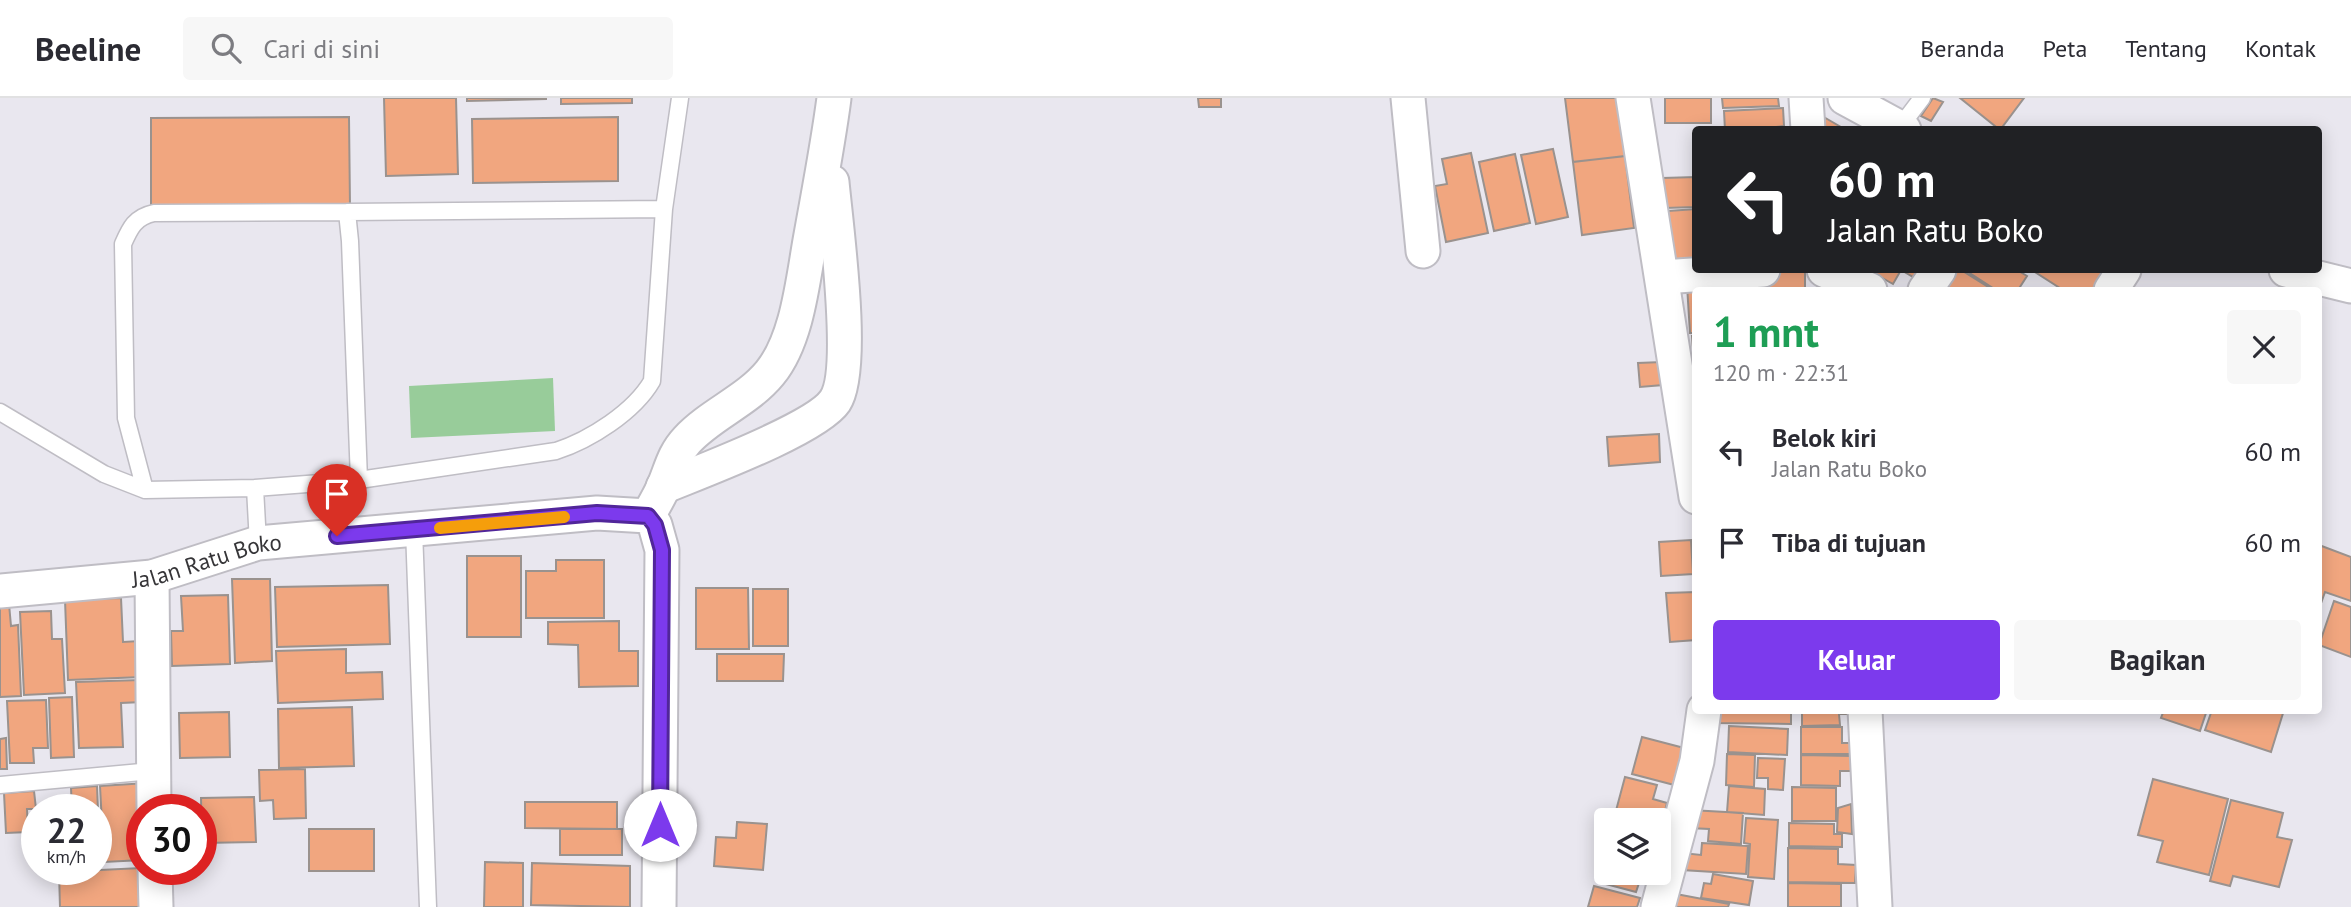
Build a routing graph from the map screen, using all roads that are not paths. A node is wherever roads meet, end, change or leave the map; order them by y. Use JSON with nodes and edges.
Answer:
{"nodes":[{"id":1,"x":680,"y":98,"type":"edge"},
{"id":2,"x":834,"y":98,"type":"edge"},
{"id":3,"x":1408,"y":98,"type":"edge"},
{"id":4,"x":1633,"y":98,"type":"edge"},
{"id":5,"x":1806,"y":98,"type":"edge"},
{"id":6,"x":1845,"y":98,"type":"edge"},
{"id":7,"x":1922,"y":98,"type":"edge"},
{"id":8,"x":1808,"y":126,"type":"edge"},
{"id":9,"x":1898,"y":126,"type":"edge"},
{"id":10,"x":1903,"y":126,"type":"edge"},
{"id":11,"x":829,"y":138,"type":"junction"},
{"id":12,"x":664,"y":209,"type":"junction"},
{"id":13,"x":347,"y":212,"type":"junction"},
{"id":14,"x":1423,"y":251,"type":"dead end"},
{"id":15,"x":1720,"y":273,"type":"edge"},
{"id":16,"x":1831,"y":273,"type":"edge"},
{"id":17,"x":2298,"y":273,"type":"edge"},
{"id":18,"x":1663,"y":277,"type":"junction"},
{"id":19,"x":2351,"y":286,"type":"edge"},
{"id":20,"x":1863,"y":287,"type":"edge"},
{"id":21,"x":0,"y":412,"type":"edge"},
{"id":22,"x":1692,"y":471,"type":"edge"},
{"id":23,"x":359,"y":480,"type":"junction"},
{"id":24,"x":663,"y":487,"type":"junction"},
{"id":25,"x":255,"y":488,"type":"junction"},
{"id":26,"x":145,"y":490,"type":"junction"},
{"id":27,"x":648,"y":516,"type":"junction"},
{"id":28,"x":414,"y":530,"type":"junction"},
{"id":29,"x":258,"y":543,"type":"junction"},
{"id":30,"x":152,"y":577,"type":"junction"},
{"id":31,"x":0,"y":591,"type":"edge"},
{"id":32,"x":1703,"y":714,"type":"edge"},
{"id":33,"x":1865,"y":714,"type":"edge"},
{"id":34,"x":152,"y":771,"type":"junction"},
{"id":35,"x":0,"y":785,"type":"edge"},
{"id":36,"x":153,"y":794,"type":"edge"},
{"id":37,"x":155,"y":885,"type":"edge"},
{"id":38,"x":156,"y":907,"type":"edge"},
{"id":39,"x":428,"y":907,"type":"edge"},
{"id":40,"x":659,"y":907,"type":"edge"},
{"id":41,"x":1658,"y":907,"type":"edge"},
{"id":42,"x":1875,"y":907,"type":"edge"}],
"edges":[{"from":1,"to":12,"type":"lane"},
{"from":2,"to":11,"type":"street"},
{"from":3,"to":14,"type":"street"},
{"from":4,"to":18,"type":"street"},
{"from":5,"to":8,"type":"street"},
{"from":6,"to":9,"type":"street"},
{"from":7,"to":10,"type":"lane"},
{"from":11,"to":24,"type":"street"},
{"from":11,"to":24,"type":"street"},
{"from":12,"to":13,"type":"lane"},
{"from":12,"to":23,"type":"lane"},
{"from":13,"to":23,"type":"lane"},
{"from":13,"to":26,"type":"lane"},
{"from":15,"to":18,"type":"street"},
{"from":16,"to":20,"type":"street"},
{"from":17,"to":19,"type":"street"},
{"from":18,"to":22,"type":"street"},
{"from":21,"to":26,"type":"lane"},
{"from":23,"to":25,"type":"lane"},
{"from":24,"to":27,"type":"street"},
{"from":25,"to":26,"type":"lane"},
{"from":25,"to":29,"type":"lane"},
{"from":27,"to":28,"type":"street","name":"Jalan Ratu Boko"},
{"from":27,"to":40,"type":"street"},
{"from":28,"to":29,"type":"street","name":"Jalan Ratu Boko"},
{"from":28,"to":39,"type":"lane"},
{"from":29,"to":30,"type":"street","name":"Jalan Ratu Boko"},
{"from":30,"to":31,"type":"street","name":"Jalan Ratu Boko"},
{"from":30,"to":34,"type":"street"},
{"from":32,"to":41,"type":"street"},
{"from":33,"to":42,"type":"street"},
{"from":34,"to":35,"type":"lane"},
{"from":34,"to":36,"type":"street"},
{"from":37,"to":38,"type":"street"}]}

_ _ _ _

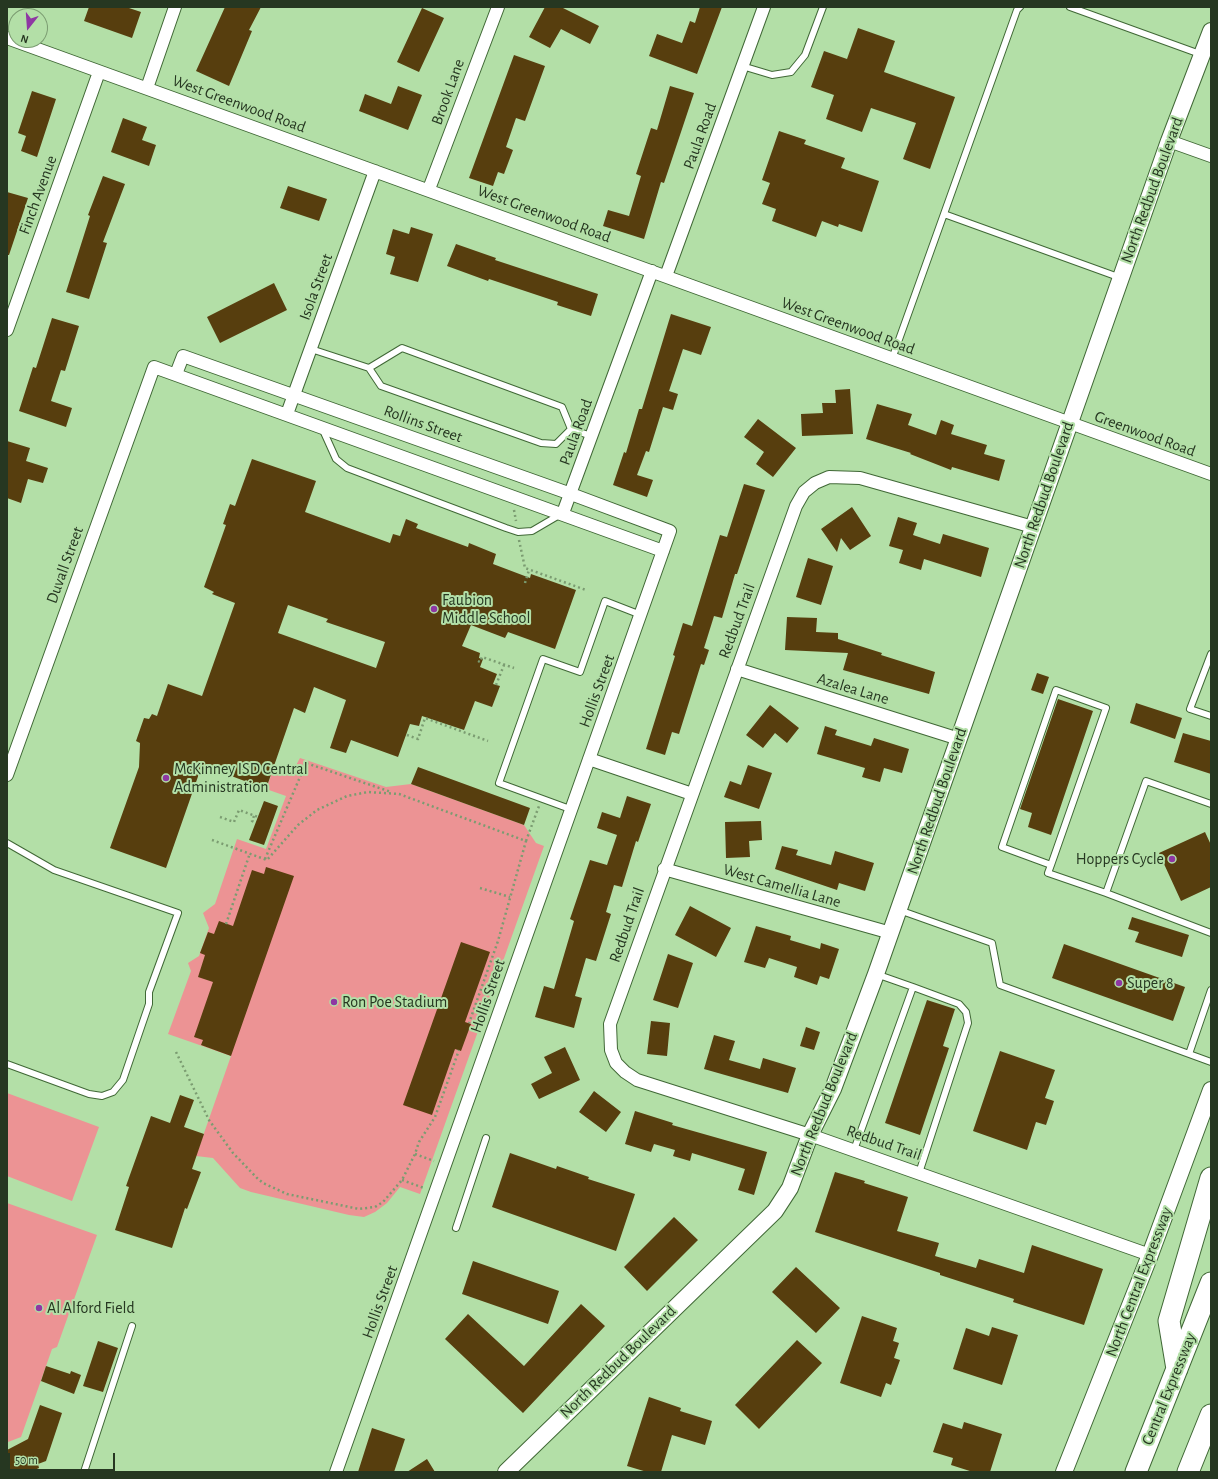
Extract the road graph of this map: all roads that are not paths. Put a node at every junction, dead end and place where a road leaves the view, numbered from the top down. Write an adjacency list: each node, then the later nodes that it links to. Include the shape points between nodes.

_ _ _ _

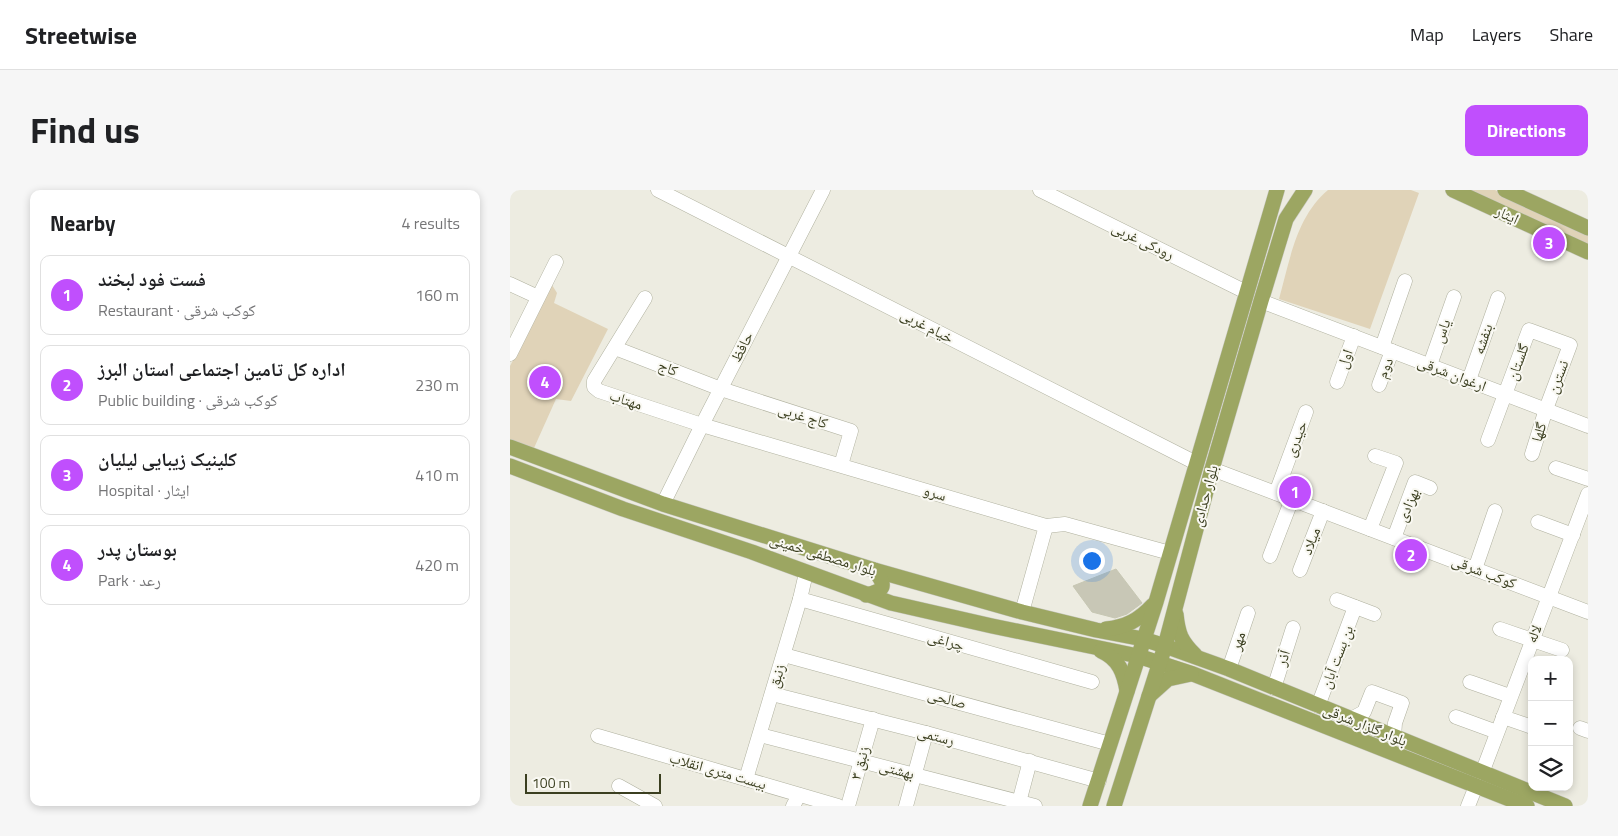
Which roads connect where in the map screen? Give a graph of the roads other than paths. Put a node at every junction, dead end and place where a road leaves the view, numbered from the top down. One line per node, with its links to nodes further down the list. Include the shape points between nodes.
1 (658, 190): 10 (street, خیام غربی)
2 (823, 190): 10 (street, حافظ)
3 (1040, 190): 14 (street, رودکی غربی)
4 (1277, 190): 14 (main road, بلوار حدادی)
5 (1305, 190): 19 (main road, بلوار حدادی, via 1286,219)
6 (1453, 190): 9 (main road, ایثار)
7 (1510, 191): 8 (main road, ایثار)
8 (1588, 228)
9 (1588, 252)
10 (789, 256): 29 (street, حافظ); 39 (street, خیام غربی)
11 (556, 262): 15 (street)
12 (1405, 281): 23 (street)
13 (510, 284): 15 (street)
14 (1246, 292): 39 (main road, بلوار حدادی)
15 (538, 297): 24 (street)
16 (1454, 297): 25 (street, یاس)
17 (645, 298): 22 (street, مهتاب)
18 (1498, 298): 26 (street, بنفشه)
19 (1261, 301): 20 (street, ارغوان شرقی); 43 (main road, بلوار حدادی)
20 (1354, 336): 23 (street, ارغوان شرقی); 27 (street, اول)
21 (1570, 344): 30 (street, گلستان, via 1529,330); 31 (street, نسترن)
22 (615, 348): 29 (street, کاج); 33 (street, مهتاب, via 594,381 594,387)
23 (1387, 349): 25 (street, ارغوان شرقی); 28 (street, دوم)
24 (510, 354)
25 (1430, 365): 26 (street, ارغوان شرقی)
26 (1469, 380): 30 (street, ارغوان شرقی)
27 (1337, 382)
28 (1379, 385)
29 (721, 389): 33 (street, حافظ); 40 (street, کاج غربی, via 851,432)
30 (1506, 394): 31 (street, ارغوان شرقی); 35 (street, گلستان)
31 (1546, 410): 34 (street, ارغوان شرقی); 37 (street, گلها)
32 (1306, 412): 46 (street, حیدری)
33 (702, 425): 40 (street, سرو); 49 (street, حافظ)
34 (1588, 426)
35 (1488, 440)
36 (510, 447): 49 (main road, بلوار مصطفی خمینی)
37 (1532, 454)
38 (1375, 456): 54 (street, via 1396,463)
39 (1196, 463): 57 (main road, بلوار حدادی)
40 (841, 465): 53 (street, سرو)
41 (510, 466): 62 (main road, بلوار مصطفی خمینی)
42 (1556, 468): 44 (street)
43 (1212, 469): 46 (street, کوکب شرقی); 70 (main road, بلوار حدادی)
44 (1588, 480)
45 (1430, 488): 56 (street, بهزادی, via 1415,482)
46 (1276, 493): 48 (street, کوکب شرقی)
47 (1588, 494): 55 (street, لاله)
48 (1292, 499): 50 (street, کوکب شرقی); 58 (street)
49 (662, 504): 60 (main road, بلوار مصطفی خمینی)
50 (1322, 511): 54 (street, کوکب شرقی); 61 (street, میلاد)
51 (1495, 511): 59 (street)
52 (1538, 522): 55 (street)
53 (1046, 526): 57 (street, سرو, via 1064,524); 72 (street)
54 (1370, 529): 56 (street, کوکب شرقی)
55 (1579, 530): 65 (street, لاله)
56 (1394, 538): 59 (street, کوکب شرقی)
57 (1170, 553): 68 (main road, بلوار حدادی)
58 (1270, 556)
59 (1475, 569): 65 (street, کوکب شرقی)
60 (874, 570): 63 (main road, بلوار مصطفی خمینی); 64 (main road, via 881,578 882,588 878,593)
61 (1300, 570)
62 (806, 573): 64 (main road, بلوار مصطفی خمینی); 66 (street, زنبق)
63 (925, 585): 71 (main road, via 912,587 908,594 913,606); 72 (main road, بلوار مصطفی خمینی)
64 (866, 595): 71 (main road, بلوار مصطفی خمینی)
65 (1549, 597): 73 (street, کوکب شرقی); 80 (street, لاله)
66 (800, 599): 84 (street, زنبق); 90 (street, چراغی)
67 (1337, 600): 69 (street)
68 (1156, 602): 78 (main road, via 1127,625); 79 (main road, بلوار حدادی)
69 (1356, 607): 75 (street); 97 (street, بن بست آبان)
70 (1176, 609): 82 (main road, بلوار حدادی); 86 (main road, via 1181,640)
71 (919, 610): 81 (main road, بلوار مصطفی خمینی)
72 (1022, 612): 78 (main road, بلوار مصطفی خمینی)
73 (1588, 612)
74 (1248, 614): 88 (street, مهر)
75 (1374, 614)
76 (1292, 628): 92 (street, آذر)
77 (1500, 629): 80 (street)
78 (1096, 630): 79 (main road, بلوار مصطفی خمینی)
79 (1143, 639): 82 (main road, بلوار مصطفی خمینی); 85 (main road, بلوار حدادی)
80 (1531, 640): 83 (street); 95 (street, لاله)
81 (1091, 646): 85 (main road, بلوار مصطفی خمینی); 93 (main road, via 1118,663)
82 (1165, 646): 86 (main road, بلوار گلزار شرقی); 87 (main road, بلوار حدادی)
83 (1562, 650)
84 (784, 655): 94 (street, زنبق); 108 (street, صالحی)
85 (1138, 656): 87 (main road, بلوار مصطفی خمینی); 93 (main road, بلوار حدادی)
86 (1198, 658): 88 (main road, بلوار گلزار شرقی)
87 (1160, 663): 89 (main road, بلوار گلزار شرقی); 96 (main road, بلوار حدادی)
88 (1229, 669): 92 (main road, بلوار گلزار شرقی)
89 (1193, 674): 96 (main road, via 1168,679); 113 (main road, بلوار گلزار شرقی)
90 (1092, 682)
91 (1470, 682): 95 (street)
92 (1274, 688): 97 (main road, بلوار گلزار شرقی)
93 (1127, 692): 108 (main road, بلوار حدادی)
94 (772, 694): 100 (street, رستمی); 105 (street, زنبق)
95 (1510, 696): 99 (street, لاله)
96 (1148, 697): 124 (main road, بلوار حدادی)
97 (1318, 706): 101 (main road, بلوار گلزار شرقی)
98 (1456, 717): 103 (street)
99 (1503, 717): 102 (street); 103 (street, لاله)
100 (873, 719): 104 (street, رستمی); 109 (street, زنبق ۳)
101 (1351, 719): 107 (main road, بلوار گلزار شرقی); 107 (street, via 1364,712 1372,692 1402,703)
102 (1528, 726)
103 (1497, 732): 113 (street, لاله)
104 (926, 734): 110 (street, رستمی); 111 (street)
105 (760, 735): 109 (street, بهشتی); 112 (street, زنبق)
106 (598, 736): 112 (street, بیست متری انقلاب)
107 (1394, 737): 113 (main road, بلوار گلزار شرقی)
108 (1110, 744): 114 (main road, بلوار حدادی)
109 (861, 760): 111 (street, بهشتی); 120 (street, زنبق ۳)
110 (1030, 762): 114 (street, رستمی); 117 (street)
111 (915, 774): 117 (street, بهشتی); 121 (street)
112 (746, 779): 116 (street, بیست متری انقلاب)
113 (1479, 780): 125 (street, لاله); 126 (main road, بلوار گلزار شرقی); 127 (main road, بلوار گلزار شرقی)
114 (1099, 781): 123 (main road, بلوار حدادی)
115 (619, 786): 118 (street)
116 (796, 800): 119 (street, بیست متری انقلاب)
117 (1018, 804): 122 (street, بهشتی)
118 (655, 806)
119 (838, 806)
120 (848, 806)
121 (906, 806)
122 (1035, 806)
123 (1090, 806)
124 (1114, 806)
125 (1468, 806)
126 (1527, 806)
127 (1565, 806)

_ _ _ _

Exercise objective | In the data above, each line holding "that" is to be found and copied.

Answer |
Build a routing graph from the map screen, using all roads that are not paths. A node is wherever roads meet, end, change or leave the map; order them by y. Use JSON with nodes and edges.
Extract the road graph of this map: all roads that are not paths. Put a node at every junction, dead end and place where a road leaves the view, numbered from the top down. Write an adjacency list: each node, then the later nodes that it links to. Include the shape points between nodes.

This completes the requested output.